■ DATA SUPPLIED:
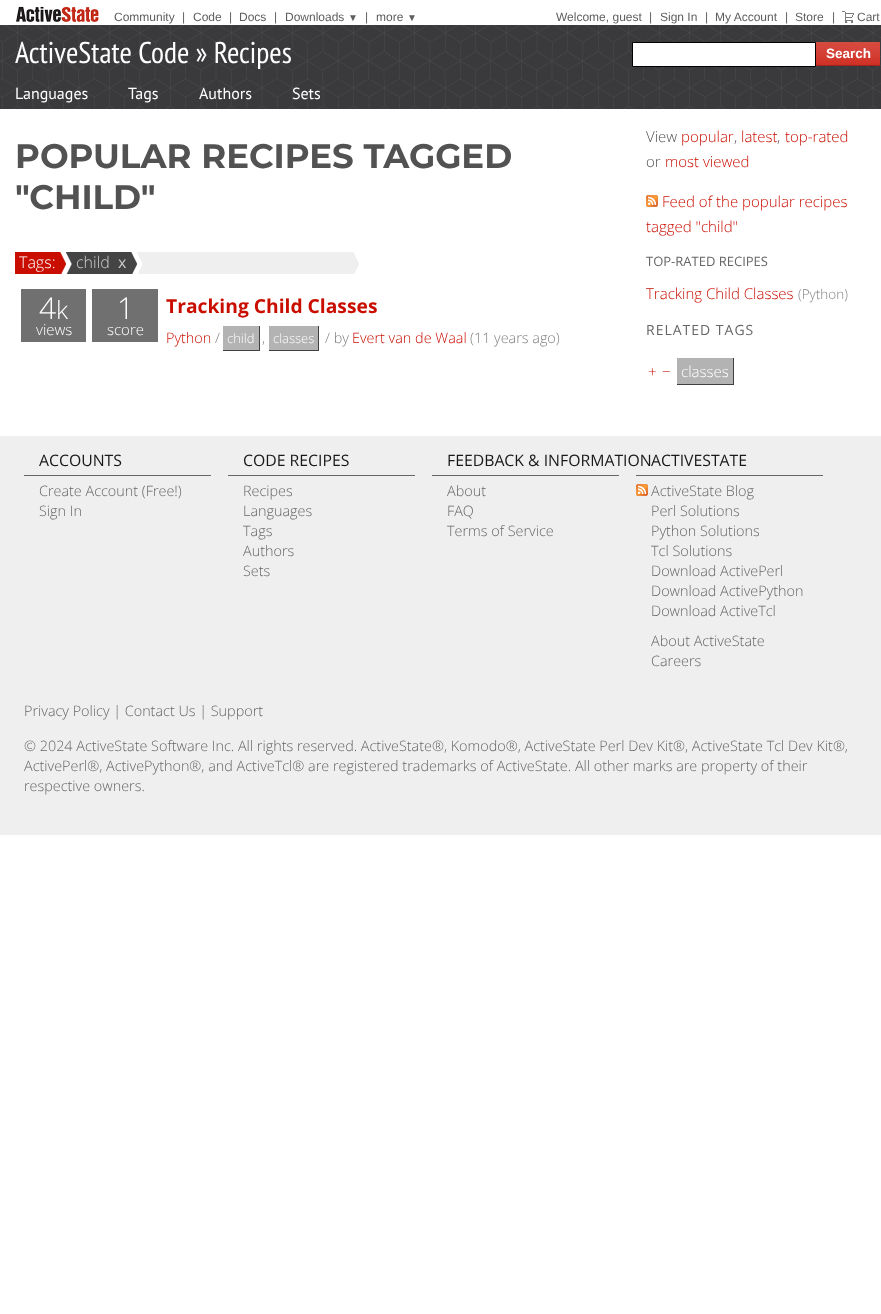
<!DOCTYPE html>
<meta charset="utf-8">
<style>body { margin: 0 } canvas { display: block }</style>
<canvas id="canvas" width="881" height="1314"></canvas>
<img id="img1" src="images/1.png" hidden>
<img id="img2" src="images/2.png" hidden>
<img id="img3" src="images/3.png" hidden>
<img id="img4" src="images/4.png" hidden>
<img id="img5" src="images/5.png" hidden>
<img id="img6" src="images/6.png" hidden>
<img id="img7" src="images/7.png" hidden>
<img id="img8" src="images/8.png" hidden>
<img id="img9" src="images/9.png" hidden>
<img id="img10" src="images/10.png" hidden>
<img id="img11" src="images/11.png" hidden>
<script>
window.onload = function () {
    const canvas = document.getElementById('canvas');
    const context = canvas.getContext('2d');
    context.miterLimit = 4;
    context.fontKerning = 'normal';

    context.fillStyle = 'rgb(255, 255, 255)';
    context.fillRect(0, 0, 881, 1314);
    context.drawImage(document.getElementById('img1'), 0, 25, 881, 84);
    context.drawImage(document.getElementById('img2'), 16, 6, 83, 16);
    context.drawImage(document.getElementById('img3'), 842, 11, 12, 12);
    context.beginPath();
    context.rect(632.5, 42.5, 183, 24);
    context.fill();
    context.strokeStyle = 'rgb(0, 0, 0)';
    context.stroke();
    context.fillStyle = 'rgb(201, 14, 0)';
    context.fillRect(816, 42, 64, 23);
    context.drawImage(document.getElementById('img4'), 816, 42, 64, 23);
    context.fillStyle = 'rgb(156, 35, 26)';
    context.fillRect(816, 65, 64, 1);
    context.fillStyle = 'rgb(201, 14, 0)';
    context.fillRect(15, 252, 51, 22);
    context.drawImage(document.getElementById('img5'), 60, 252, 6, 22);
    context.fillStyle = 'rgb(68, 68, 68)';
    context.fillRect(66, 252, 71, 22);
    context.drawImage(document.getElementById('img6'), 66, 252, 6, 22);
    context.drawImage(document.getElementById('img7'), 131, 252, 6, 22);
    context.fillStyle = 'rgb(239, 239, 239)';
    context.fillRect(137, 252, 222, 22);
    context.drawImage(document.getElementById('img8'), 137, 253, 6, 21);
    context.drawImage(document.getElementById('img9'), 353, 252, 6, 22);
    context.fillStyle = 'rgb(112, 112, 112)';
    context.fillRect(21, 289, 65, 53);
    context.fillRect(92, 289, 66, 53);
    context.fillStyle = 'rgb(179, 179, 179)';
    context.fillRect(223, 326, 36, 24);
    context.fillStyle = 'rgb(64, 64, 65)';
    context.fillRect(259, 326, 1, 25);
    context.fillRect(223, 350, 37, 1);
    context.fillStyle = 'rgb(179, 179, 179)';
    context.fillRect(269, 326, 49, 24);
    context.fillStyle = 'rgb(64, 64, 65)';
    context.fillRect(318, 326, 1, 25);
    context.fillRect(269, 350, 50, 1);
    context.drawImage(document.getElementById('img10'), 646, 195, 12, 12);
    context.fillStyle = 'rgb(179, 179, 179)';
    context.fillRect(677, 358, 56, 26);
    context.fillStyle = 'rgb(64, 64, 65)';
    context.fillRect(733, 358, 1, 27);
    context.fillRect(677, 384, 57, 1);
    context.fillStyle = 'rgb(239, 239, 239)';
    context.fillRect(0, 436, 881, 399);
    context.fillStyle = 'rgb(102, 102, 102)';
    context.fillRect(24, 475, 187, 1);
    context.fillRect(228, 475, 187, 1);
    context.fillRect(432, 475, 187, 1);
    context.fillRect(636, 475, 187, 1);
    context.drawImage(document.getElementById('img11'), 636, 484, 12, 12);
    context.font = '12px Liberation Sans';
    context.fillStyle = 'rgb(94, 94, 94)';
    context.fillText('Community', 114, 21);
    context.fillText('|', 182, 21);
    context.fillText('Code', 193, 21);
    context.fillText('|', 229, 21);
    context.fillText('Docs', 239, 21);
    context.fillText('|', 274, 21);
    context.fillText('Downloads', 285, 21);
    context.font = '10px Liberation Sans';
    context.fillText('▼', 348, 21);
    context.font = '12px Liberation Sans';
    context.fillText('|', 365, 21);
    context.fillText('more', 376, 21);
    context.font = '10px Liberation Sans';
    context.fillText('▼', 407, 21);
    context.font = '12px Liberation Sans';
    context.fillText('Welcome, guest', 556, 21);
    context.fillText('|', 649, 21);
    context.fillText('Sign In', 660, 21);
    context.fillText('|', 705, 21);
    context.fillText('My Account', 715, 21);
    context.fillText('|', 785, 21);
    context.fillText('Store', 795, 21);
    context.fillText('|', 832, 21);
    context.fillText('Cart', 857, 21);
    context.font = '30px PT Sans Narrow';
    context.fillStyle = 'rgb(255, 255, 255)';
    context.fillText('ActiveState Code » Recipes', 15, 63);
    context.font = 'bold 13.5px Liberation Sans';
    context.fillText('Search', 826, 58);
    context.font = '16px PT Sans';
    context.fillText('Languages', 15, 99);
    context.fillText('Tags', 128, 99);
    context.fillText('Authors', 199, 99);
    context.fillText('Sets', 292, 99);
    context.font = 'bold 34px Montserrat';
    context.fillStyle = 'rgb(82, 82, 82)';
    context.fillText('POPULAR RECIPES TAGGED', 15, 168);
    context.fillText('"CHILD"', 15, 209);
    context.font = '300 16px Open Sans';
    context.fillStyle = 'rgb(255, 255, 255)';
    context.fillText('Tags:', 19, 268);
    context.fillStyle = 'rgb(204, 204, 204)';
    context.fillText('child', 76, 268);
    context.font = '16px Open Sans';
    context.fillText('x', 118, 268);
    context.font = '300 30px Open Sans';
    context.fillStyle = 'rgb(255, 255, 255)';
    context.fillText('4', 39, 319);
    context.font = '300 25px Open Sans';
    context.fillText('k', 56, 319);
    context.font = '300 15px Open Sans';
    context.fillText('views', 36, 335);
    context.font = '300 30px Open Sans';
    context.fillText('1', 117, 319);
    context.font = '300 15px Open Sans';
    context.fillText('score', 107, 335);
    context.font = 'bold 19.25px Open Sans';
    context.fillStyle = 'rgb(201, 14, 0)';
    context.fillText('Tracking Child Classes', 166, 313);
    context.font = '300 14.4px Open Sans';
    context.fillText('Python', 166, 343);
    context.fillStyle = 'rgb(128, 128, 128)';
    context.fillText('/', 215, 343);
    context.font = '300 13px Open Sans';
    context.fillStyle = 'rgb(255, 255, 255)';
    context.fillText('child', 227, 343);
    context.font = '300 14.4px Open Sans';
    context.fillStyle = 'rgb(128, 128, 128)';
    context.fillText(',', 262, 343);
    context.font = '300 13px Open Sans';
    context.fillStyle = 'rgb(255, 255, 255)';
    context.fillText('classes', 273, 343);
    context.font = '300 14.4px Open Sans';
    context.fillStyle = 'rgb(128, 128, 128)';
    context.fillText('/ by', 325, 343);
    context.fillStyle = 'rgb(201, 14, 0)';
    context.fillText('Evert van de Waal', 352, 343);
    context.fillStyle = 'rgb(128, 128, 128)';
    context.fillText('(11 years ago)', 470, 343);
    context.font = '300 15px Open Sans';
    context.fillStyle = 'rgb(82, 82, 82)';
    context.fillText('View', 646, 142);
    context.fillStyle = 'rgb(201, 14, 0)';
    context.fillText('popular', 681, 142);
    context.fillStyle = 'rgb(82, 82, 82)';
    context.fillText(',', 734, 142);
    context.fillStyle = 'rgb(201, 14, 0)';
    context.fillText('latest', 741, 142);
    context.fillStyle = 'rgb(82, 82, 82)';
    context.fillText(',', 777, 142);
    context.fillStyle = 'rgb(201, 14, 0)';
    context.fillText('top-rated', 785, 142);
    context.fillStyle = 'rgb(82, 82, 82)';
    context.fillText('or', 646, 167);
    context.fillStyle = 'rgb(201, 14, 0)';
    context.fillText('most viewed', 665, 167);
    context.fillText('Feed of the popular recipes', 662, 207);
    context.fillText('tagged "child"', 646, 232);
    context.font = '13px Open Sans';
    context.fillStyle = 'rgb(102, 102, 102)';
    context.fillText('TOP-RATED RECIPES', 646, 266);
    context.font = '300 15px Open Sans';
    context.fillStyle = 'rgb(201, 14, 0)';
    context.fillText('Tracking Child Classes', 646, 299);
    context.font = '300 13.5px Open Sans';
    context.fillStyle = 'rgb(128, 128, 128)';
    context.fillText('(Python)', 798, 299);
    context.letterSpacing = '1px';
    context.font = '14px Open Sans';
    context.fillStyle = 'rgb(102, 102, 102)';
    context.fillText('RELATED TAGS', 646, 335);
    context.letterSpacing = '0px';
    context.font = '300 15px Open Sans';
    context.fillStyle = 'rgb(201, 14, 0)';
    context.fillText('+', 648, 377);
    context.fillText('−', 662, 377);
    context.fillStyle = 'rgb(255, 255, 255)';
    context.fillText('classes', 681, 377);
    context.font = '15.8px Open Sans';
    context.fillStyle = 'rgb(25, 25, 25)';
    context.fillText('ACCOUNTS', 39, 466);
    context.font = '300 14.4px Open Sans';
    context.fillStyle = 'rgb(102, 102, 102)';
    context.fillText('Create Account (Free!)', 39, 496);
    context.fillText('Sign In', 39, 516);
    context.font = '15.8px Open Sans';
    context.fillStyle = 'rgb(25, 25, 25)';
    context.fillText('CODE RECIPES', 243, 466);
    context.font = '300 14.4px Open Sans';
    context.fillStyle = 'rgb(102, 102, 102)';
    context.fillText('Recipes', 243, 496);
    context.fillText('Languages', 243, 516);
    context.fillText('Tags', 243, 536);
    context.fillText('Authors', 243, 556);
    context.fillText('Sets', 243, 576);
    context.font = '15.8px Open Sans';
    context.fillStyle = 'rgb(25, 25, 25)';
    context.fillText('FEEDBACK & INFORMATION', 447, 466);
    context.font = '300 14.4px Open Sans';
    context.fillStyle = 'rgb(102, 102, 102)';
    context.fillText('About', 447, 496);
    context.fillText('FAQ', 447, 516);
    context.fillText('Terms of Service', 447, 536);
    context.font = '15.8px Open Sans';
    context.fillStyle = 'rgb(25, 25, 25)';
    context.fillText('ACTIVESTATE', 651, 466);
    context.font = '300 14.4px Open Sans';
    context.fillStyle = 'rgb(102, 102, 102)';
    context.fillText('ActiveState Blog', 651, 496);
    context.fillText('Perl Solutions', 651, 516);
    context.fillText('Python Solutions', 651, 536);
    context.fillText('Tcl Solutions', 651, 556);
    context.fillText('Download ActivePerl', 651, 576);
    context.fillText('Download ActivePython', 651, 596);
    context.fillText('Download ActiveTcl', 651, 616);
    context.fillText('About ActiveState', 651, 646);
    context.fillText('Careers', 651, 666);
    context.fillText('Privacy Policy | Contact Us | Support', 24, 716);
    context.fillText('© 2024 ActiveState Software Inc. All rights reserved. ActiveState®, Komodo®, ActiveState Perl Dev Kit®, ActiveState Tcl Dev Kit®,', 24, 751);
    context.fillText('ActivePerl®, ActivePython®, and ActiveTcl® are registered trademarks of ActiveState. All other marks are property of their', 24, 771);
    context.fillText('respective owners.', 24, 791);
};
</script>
---
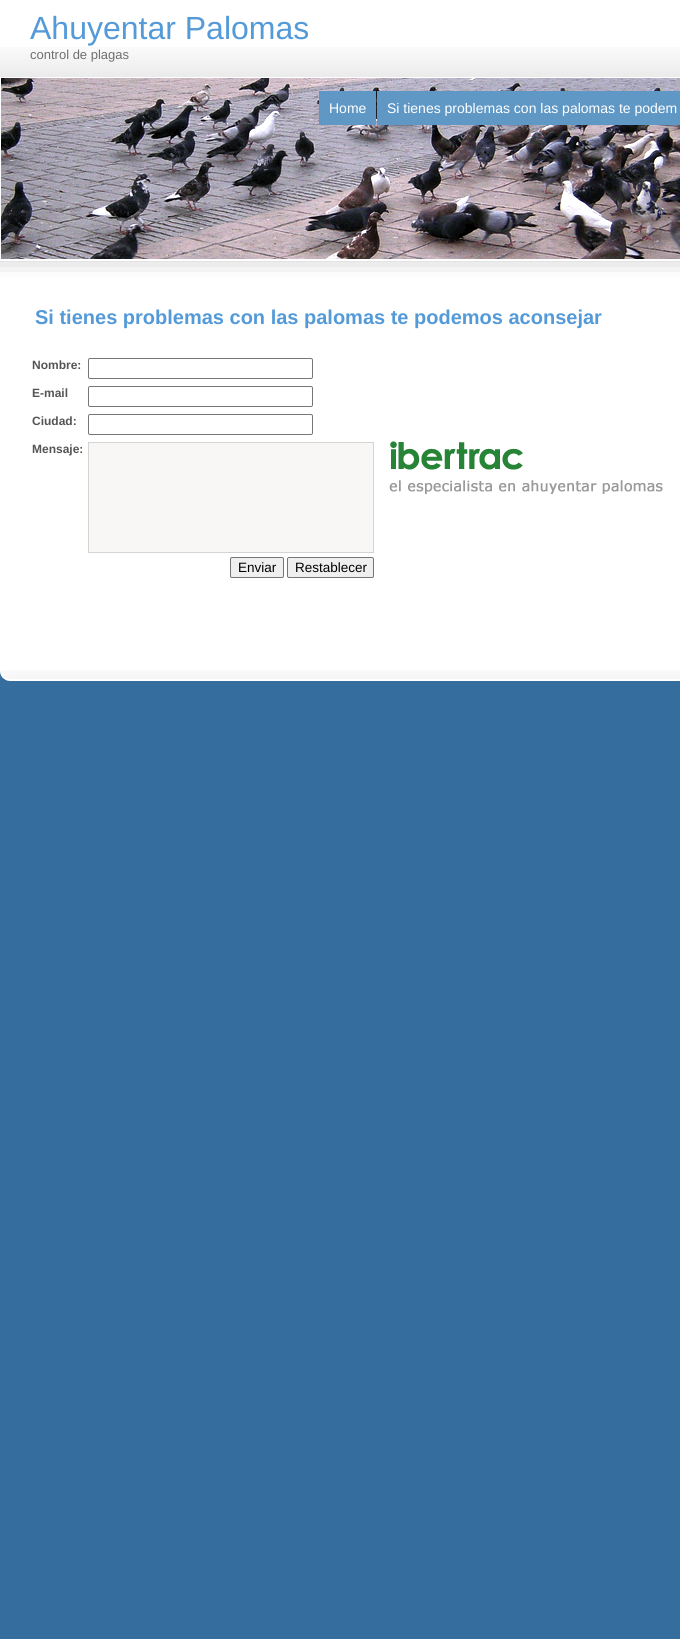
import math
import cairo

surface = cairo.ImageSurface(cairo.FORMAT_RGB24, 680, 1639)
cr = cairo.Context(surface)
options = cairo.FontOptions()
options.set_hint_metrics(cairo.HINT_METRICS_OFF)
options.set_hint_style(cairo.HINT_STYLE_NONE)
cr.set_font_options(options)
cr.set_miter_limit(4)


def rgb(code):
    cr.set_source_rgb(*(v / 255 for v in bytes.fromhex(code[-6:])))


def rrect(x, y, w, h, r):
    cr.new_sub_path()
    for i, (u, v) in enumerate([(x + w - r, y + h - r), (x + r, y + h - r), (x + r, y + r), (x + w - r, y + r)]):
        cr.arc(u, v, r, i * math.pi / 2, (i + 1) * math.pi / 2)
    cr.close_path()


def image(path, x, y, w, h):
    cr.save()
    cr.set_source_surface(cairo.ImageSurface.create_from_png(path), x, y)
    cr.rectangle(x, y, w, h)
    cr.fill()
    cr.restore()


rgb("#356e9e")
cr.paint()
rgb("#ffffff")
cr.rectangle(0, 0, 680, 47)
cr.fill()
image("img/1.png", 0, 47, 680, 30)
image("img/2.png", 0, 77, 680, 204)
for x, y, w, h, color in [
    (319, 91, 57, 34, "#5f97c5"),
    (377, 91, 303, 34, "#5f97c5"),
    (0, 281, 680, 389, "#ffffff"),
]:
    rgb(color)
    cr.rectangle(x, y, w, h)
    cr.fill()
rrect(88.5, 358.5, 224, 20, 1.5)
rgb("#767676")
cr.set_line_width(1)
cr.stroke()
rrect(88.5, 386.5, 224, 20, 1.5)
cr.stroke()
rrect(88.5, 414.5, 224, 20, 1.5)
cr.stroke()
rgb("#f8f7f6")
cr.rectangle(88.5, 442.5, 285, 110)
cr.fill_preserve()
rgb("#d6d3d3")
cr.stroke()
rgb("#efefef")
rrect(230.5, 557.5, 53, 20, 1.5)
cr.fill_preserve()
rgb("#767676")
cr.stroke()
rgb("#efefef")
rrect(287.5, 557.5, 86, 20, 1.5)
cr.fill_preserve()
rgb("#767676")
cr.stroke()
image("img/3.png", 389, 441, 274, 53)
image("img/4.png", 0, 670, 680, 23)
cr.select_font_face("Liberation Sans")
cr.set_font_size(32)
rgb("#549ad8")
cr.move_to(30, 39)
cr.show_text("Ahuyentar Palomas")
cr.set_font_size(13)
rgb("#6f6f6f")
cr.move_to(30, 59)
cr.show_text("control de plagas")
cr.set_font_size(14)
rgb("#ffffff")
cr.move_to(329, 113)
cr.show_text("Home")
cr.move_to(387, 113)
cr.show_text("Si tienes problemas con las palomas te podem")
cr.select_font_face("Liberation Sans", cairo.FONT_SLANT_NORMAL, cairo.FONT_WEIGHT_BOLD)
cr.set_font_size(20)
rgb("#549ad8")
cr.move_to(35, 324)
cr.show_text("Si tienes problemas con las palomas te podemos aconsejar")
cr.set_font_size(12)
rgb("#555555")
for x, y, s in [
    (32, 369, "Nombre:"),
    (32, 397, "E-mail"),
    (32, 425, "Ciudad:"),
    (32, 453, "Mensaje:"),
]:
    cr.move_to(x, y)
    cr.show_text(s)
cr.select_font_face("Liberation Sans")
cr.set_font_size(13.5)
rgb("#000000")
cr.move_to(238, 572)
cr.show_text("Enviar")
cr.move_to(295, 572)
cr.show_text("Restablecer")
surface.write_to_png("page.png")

■ ABOUT THIS TASK: Keep both end lines and retype everything in the records above from the line containing "cr.new_sub_path()" through the line containing "cr.restore()", exactly, with nothing else.

■ EXPECTED ANSWER:
    cr.new_sub_path()
    for i, (u, v) in enumerate([(x + w - r, y + h - r), (x + r, y + h - r), (x + r, y + r), (x + w - r, y + r)]):
        cr.arc(u, v, r, i * math.pi / 2, (i + 1) * math.pi / 2)
    cr.close_path()


def image(path, x, y, w, h):
    cr.save()
    cr.set_source_surface(cairo.ImageSurface.create_from_png(path), x, y)
    cr.rectangle(x, y, w, h)
    cr.fill()
    cr.restore()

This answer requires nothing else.